In the mid-1990s, fellow researcher "Mack" McCormick of Houston told Gayle, in a long talk about blues, that he went to Jacksonville as early as 1972 looking for information on Blake based on the Paramount biography from 1927. McCormick said that he found persons who told him that Blake lived in an old black hotel and played daily on the streets in front of that establishment during the early 1930s.. But he also learned that Blake stayed there only a few years and left. No one knew where he went, nor did McCormick find an informant who could tell him any rumors of Blake's death in another locality.

For the rest of the day, we ask about Blake, using the Paramount promotion photo, but we find no one who recognizes the photo. Finally, we head to two senior centers. If anyone remembers Blake, it would be an elderly woman or man who, when they were young, had seen him on the streets playing music.

In the north side senior center, we show the photo of Blake to a crowd of women watching TV in a recreational room, asking if they had even seen him. Most of them say they are church women and never listened to blues.

But one lady, 87-year-old Doris Green, chimes in, "I remember that man. I used to see him on the street downtown on Saturdays. "Don't know what happened, but they said he was Blind Blake. He was down there close to Higgins Music store. That's where he was playing." She mentions a peg leg dancer as well. Another woman then confirms seeing Blake in the 1930s, during hard times, confirming what McCormick had discovered.

Those are the only informants who remember Blake. No one knows what happened to him or where he had eventually settled when he left town. We have no more leads to follow, and we are apparently 20 years too late to find an old bootlegger or gambler who would have remembered Blake.

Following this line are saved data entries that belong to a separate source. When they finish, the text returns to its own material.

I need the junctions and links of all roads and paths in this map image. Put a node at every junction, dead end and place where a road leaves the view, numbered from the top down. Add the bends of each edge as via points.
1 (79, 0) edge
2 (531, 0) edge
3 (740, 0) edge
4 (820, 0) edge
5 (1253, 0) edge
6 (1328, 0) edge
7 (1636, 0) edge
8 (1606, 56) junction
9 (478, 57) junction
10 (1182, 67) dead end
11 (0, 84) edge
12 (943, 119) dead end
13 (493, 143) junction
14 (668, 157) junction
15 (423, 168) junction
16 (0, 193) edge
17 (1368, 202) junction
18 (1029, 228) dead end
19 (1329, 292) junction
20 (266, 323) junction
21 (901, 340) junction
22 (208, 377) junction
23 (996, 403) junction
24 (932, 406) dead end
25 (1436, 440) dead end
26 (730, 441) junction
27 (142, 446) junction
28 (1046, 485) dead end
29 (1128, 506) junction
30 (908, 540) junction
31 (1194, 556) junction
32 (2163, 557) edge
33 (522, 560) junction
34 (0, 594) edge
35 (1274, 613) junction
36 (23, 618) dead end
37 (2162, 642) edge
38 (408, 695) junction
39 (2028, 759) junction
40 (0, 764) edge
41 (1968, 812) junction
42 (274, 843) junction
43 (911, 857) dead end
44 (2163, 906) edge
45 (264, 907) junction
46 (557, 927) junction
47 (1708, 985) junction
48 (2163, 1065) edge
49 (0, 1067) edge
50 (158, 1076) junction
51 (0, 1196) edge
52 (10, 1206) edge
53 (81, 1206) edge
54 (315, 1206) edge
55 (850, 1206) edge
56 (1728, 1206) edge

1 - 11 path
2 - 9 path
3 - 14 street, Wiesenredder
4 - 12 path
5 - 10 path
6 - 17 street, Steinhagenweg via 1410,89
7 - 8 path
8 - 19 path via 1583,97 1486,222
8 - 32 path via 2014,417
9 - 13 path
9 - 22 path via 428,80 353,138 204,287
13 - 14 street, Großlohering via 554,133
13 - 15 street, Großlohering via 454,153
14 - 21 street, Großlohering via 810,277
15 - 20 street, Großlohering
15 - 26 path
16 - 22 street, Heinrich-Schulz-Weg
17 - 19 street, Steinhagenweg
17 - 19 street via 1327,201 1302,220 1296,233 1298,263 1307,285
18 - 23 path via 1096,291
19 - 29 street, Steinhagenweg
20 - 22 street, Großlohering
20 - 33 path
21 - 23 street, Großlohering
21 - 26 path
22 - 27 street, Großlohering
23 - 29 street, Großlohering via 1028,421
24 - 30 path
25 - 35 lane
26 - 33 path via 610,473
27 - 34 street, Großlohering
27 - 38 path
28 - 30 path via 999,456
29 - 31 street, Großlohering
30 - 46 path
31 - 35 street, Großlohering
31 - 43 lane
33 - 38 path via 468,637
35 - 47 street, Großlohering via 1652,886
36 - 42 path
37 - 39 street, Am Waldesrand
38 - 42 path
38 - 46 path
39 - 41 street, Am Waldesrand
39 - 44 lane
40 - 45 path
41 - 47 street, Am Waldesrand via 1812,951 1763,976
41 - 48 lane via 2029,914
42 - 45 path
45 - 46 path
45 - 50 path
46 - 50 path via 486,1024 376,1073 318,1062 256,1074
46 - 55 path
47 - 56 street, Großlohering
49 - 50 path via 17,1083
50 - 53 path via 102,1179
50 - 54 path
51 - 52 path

We take one last ride downtown toward a black section, and Gayle spots the type of house that he favored in his old days of record canvassing. He tells Joel, "See that older house there on the corner with the flower pots on the porch and the flowers growing in the yard? That's the kind of house where I always used to find old records."

Joel asks "Why?"

"I learned that an older woman would often have lived there for a long time and taken good care of her house," he explains. "She'd been living there long enough to have bought records in the 1920s and kept them. When people moved, they threw their records away most of the time. When they stay a long time, they put out flowers in the yard and put pots on the porch."

Joel says, "Why don't we give it a try? Maybe she's still got some records."

Gayle says, "Okay, let's see what's happened after all these years."

Gayle rings the door bell and waits. An elderly lady comes to the door and peers at him. He quickly puts her at ease with the technique he learned 40 years earlier during his Mississippi door-knocking. "I buy old Victrola records. You know those old wind-up Victrola and Grafanola records, back when Bessie Smith, Blind Lemon, Leroy Carr, and Ma Rainey were making records. Have you got any records like that still?"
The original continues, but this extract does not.